19.4 Datenbanken komprimieren und reparieren

Datenbanken wachsen mit der Zeit - zumindest wenn Sie regelmäßig Daten anlegen. Falls Sie Daten im gleichen Maße löschen, sollte der Umfang der Datenbank eigentlich abnehmen - was aber nicht der Fall ist. Der Grund ist, dass Access gelöschte Daten erst beim Komprimieren einer Datenbank endgültig aus der Datenbank entfernt. Dabei ist mit Komprimieren nicht das Packen in ein anderes Format wie .zip, .tar, .arj oder Ähnliches mit einem externen Komprimierungsprogramm gemeint, sondern die Verwendung der Access-eigenen Funktion.

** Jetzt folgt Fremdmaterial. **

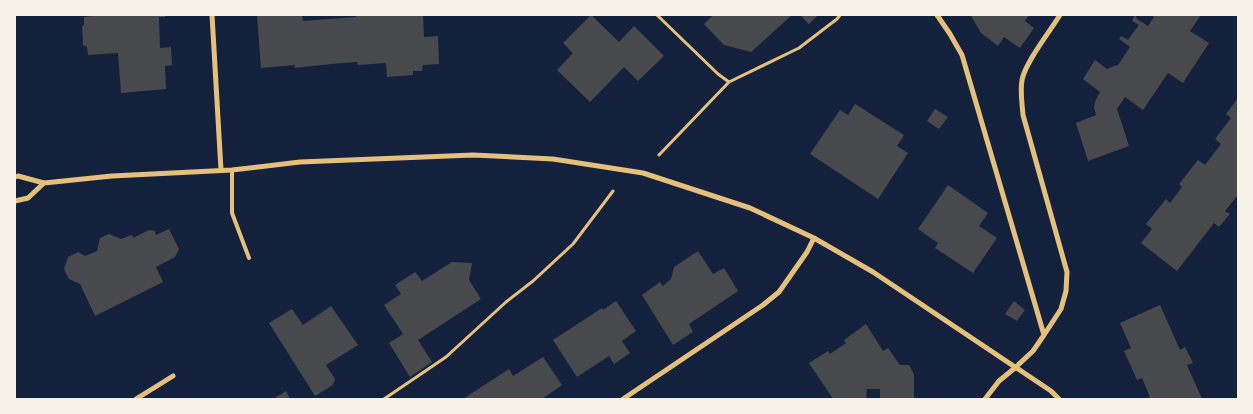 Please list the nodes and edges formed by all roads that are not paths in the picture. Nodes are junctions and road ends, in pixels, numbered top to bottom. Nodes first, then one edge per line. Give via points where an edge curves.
1 (212, 15) edge
2 (938, 15) edge
3 (1060, 15) edge
4 (221, 170) junction
5 (232, 170) junction
6 (15, 177) edge
7 (44, 183) junction
8 (15, 201) edge
9 (814, 238) junction
10 (249, 258) dead end
11 (1044, 335) junction
12 (1016, 367) junction
13 (172, 376) dead end
14 (136, 399) edge
15 (624, 399) edge
16 (985, 399) edge
17 (1059, 399) edge

1 - 4 street
2 - 11 street via 962,55
3 - 11 street via 1028,64 1021,90 1023,115 1066,272 1066,291 1061,309
4 - 5 street
4 - 7 street
5 - 9 street via 300,162 473,156 553,159 643,173 750,208
5 - 10 lane via 232,213
6 - 7 street
7 - 8 street via 28,198
9 - 12 street via 873,272
9 - 15 street via 779,292 763,306
11 - 12 street
12 - 16 street
12 - 17 street
13 - 14 street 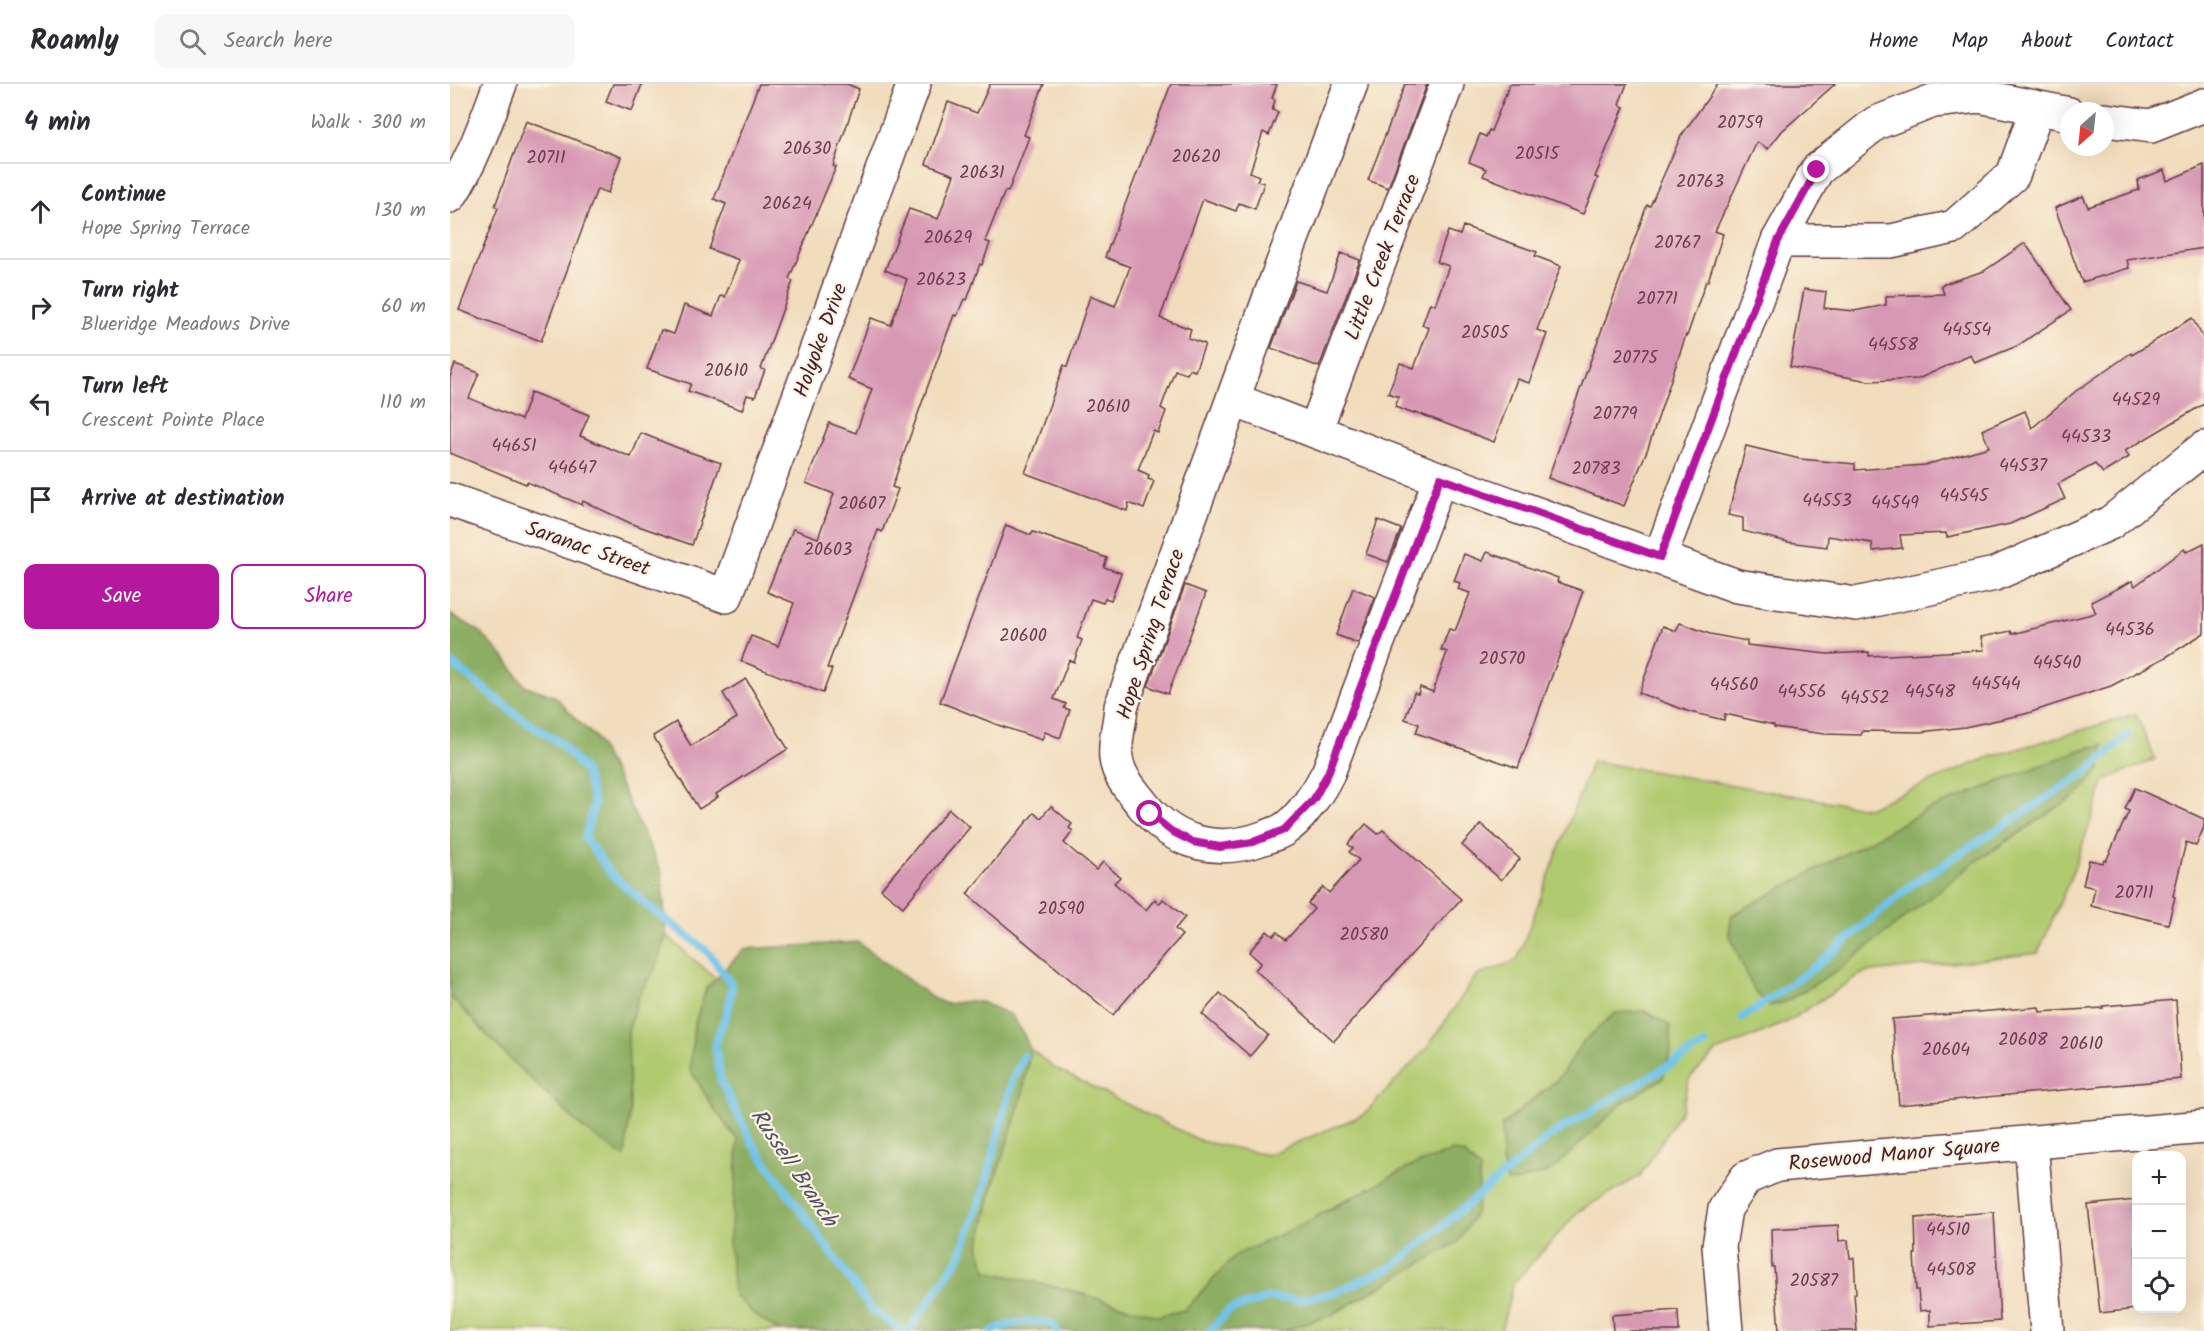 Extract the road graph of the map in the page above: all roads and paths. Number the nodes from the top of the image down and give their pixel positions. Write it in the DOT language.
graph roads {
  1 [pos="500,84"];
  2 [pos="914,84"];
  3 [pos="1351,84"];
  4 [pos="1447,84"];
  5 [pos="1931,93"];
  6 [pos="2204,105"];
  7 [pos="2037,109"];
  8 [pos="2060,113"];
  9 [pos="2114,121"];
  10 [pos="450,196"];
  11 [pos="1778,241"];
  12 [pos="1234,400"];
  13 [pos="1316,431"];
  14 [pos="2204,448"];
  15 [pos="1440,478"];
  16 [pos="450,500"];
  17 [pos="1660,557"];
  18 [pos="726,596"];
  19 [pos="2204,1127"];
  20 [pos="2031,1143"];
  21 [pos="1726,1331"];
  22 [pos="2047,1331"];
  1 -- 10 [label="street"];
  2 -- 18 [label="street, Holyoke Drive"];
  3 -- 12 [label="street, Hope Spring Terrace"];
  4 -- 13 [label="street, Little Creek Terrace"];
  5 -- 7 [label="street"];
  5 -- 11 [label="street"];
  6 -- 9 [label="street"];
  7 -- 8 [label="street"];
  7 -- 11 [label="street"];
  11 -- 17 [label="street"];
  12 -- 13 [label="street"];
  12 -- 15 [label="street, Hope Spring Terrace"];
  13 -- 15 [label="street"];
  14 -- 17 [label="street"];
  15 -- 17 [label="street"];
  16 -- 18 [label="street, Saranac Street"];
  19 -- 20 [label="street, Rosewood Manor Square"];
  20 -- 21 [label="street, Rosewood Manor Square"];
  20 -- 22 [label="street"];
}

Diese lösen Sie mit dem Office-Menü-Eintrag Verwalten|Datenbank komprimieren und reparieren aus.

Das Komprimieren löscht nicht nur alle noch vorhandenen Datenfragmente, sondern initialisiert auch die Autowert-Felder der in der Datenbank enthaltenen Tabellen. Das bedeutet, dass der Zähler beim nächsten Aufruf beim Folgewert des größten enthaltenen Wertes ansetzt. Leere Tabellen, die zwischenzeitlich einmal Daten enthalten haben, werden somit - rein autowert-technisch betrachtet - in einen jungfräulichen Zustand zurückversetzt. Zwischenräume in Tabellen mit bestehenden Daten werden dadurch allerdings nicht gefüllt. Gleichzeitig ordnet Access auch die in den Tabellen enthaltenen Daten neu an, sodass mit Abfragen schneller darauf zugegriffen werden kann.

Den seit einigen Access-Versionen mit dem Reparieren zusammengefassten Komprimiervorgang können Sie automatisch beim Beenden einer Datenbank durchführen lassen. Dazu aktivieren Sie einfach die Access-Option Aktuelle Datenbank|Anwendungsoptionen|Beim Schließen komprimieren.